Estimating Multiple Target Locations in Multi-Path Environments

This paper addresses the problem of multi-target localization with distributed multiple-input-multiple-output (MIMO) radar systems without angular resolution capability-i.e., only based on the measurements of the signal propagation delays. In particular, we address the case that multiple targets cannot be distinguished by their "signatures" or other unique characteristics. Further complications in realistic settings arise from the following factors: 1) the direct path (DP) between transmitter/receiver and target might be blocked, and 2) indirect paths (IPs) arising from multi path propagation might be present. We present in this paper a novel algorithm that can accurately localize multiple targets even under these difficult circumstances. This algorithm is based on an iterative approximation to an exhaustive maximum likelihood (EML) estimation of the target locations, yet avoiding the exponential complexity that an EML requires.
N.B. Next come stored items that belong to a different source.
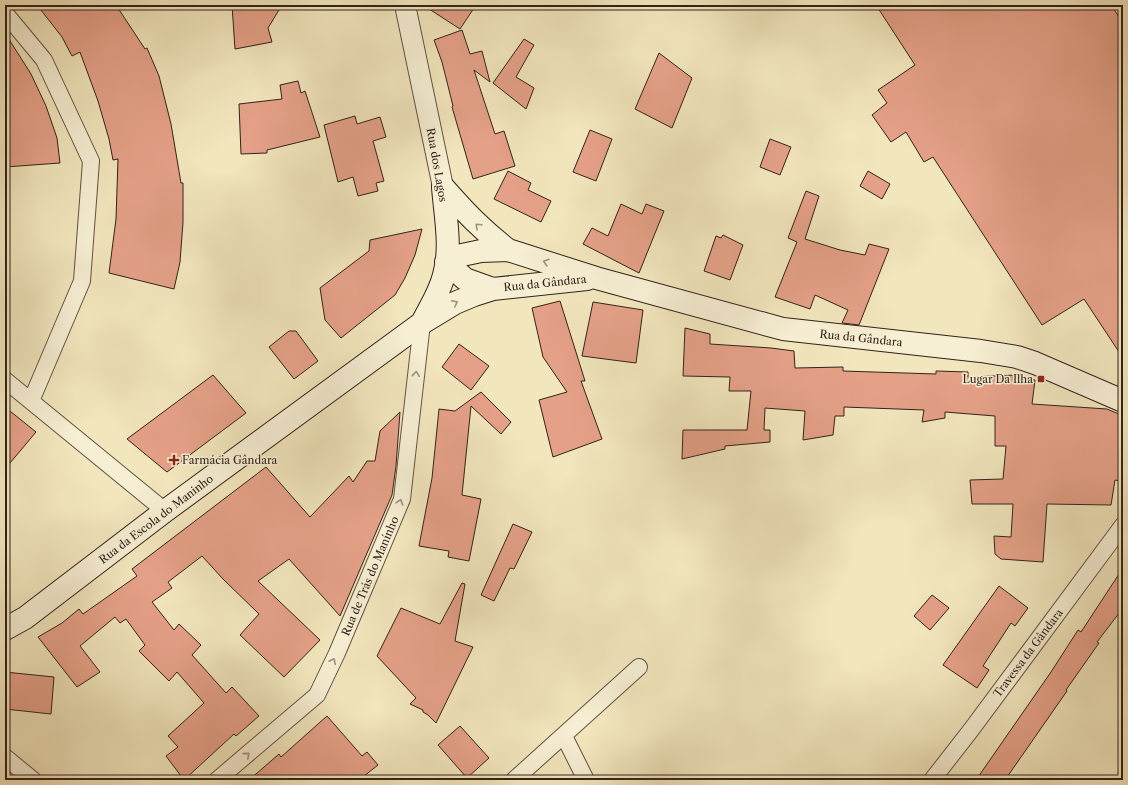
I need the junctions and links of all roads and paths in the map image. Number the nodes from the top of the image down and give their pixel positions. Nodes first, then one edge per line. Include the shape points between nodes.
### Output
1 (405, 5) edge
2 (5, 13) edge
3 (443, 187) junction
4 (508, 250) junction
5 (446, 262) junction
6 (596, 278) junction
7 (494, 289) junction
8 (422, 323) junction
9 (5, 380) edge
10 (1123, 401) edge
11 (31, 402) junction
12 (166, 511) junction
13 (1123, 525) edge
14 (5, 629) edge
15 (639, 667) dead end
16 (564, 736) junction
17 (5, 756) edge
18 (33, 780) edge
19 (217, 780) edge
20 (514, 780) edge
21 (586, 780) edge
22 (932, 780) edge

1 - 3 street, Rua dos Lagos
2 - 11 street via 44,60 91,161 82,281
4 -> 3 main road, Rua da Gândara via 471,219
3 - 5 main road, Rua dos Lagos via 448,251
4 - 5 main road, Rua da Gândara via 481,251
6 -> 4 main road, Rua da Gândara
5 - 7 main road, Rua da Gândara via 465,279
5 - 8 main road, Rua dos Lagos via 444,275
6 - 7 main road, Rua da Gândara
6 - 10 main road, Rua da Gândara via 782,329 1017,357
8 -> 7 main road, Rua da Gândara via 455,303
8 - 12 main road, Rua da Escola do Maninho
19 -> 8 street, Rua de Trás do Manínho via 316,695 337,654 402,499
9 - 11 street
11 - 12 street
12 - 14 main road, Rua da Escola do Maninho via 25,618
13 - 22 street, Travessa da Gândara
15 - 16 street
16 - 20 street
16 - 21 street
17 - 18 street

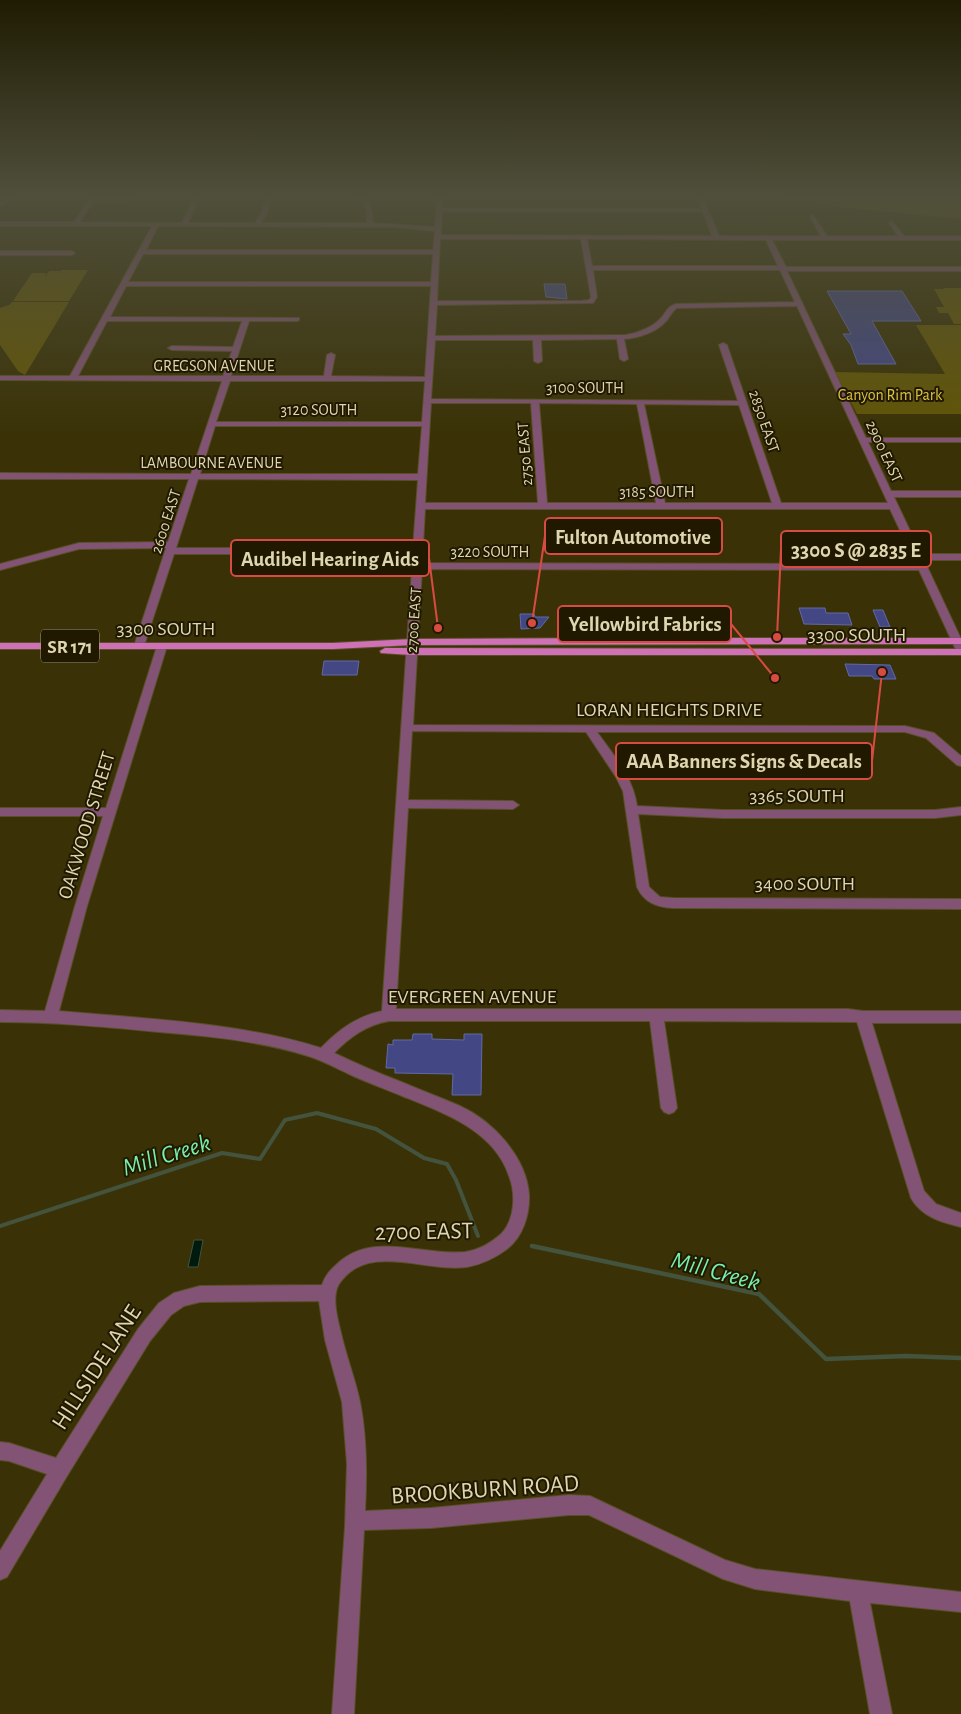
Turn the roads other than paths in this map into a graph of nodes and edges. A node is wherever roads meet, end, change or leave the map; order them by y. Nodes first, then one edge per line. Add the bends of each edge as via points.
1 (129, 275) edge
2 (436, 275) edge
3 (590, 275) edge
4 (786, 275) edge
5 (124, 284) junction
6 (435, 284) junction
7 (434, 303) junction
8 (800, 304) junction
9 (105, 319) junction
10 (246, 319) junction
11 (297, 319) dead end
12 (431, 338) junction
13 (537, 338) junction
14 (620, 338) junction
15 (723, 345) dead end
16 (172, 348) dead end
17 (237, 349) junction
18 (331, 355) dead end
19 (624, 359) dead end
20 (538, 361) dead end
21 (0, 378) edge
22 (73, 378) junction
23 (227, 378) junction
24 (327, 379) junction
25 (429, 379) junction
26 (427, 401) junction
27 (535, 401) junction
28 (640, 401) junction
29 (743, 403) junction
30 (212, 424) junction
31 (426, 424) junction
32 (863, 440) junction
33 (961, 440) edge
34 (0, 476) edge
35 (195, 476) junction
36 (422, 477) junction
37 (888, 494) junction
38 (961, 494) edge
39 (421, 506) junction
40 (543, 506) junction
41 (661, 506) junction
42 (778, 506) junction
43 (894, 506) junction
44 (171, 548) junction
45 (418, 551) junction
46 (918, 557) junction
47 (961, 557) edge
48 (417, 566) junction
49 (922, 566) junction
50 (0, 568) edge
51 (0, 646) edge
52 (139, 646) junction
53 (162, 646) junction
54 (960, 646) edge
55 (412, 647) junction
56 (408, 728) junction
57 (589, 728) junction
58 (961, 762) edge
59 (403, 804) junction
60 (513, 805) dead end
61 (632, 810) junction
62 (961, 810) edge
63 (0, 812) edge
64 (109, 812) junction
65 (961, 904) edge
66 (389, 1015) junction
67 (656, 1015) junction
68 (0, 1016) edge
69 (51, 1016) junction
70 (863, 1017) junction
71 (961, 1017) edge
72 (324, 1055) junction
73 (669, 1108) dead end
74 (961, 1220) edge
75 (328, 1292) junction
76 (0, 1451) edge
77 (60, 1469) junction
78 (356, 1521) junction
79 (0, 1570) edge
80 (858, 1592) junction
81 (961, 1602) edge
82 (343, 1714) edge
83 (881, 1714) edge

1 - 5 street
2 - 6 street, 2700 EAST
3 - 7 street via 594,298 591,302
4 - 8 street, 2900 EAST
5 - 6 street
5 - 9 street
6 - 7 street, 2700 EAST
7 - 12 street, 2700 EAST
8 - 14 street via 680,305 668,310 663,320 645,332
8 - 32 street, 2900 EAST
9 - 10 street
9 - 22 street
10 - 11 street
10 - 17 street, 2600 EAST
12 - 13 street
12 - 25 street, 2700 EAST
13 - 14 street
13 - 20 street
14 - 19 street
15 - 29 street, 2850 EAST
16 - 17 street
17 - 23 street, 2600 EAST
18 - 24 street
21 - 22 street, GREGSON AVENUE
22 - 23 street, GREGSON AVENUE
23 - 24 street, GREGSON AVENUE
23 - 30 street, 2600 EAST
24 - 25 street, GREGSON AVENUE
25 - 26 street, 2700 EAST
26 - 27 street, 3100 SOUTH
26 - 31 street, 2700 EAST
27 - 28 street, 3100 SOUTH
27 - 40 street, 2750 EAST
28 - 29 street, 3100 SOUTH
28 - 41 street
29 - 42 street, 2850 EAST
30 - 31 street, 3120 SOUTH
30 - 35 street, 2600 EAST
31 - 36 street, 2700 EAST
32 - 33 street
32 - 37 street, 2900 EAST
34 - 35 street, LAMBOURNE AVENUE
35 - 36 street, LAMBOURNE AVENUE
35 - 44 street, 2600 EAST
36 - 39 street, 2700 EAST
37 - 38 street
37 - 43 street, 2900 EAST
39 - 40 street, 3185 SOUTH
39 - 45 street, 2700 EAST
40 - 41 street, 3185 SOUTH
41 - 42 street, 3185 SOUTH
42 - 43 street, 3185 SOUTH
43 - 46 street, 2900 EAST
44 - 45 street
44 - 50 street via 86,545
44 - 52 street, 2600 EAST
45 - 48 street, 2700 EAST
46 - 47 street
46 - 49 street, 2900 EAST
48 - 49 street, 3220 SOUTH
48 - 55 street, 2700 EAST
49 - 54 street, 2900 EAST
51 - 52 main road, 3300 SOUTH / SR 171
52 - 53 main road, 3300 SOUTH / SR 171
53 - 55 main road, 3300 SOUTH / SR 171
53 - 64 street, OAKWOOD STREET
54 - 55 main road, 3300 SOUTH / SR 171
55 - 56 street, 2700 EAST
56 - 57 street, LORAN HEIGHTS DRIVE
56 - 59 street, 2700 EAST
57 - 58 street, LORAN HEIGHTS DRIVE via 898,728 930,735
57 - 61 street via 625,781
59 - 60 street
59 - 66 street, 2700 EAST
61 - 62 street, 3365 SOUTH via 723,814 935,814
61 - 65 street, 3400 SOUTH via 642,884 650,897 657,901
63 - 64 street
64 - 69 street, OAKWOOD STREET
66 - 67 street, EVERGREEN AVENUE
66 - 72 street, EVERGREEN AVENUE via 374,1017 348,1030
67 - 70 street, EVERGREEN AVENUE
67 - 73 street
68 - 69 street
69 - 72 street via 225,1033
70 - 71 street, EVERGREEN AVENUE
70 - 74 street via 917,1193 932,1210
72 - 75 street, 2700 EAST via 456,1110 478,1124 492,1136 512,1165 521,1192 516,1228 502,1244 476,1258 437,1259 390,1252 371,1254 342,1269 332,1280
75 - 77 street, HILLSIDE LANE via 200,1294 180,1299 166,1309 144,1334
75 - 78 street via 331,1326 353,1418
76 - 77 street
77 - 79 street, HILLSIDE LANE
78 - 80 street, BROOKBURN ROAD via 590,1506 723,1569 773,1582
78 - 82 street
80 - 81 street, BROOKBURN ROAD
80 - 83 street

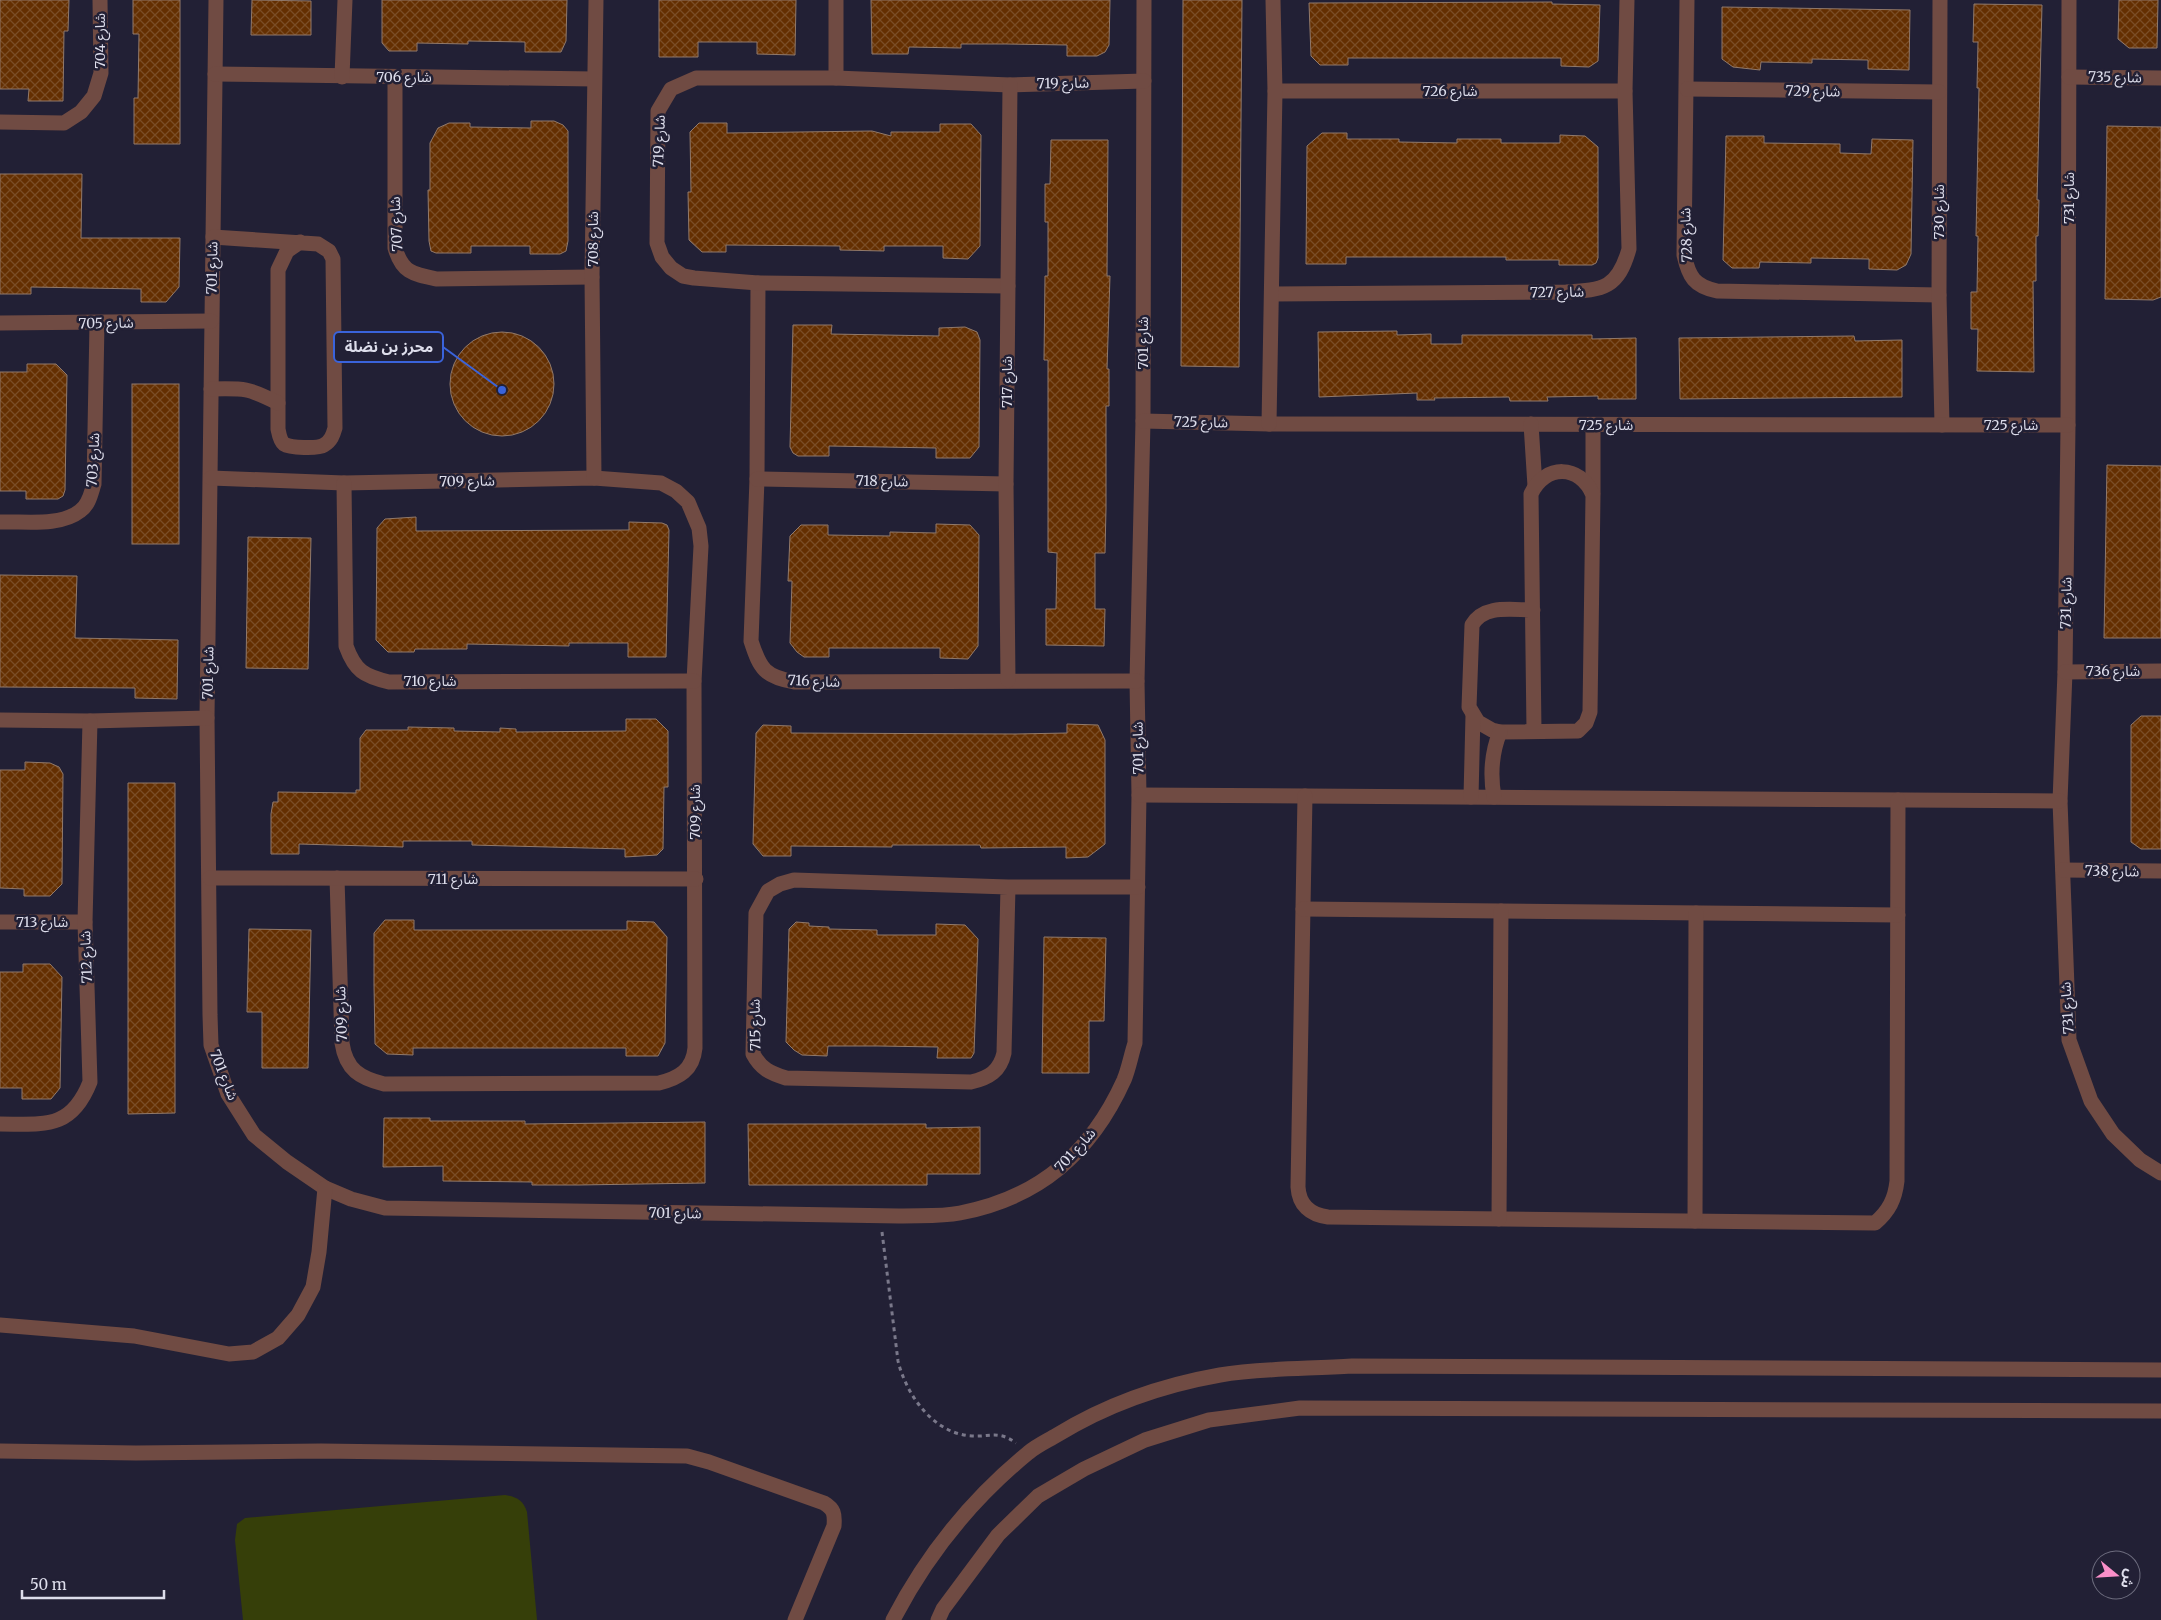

It utilizes a clustering technique that gives the number and locations of targets, and incorporates an IP detection mechanism based on the likelihood of several propagation delay measurement (PDM) correspond to DPs from the same target. Despite its lower complexity, our algorithm achieves almost the same performance as the EML in a variety of simulation settings. We finally study the choice of algorithm parameters and the configurations of the MIMO system nodes to achieve the best localization performance.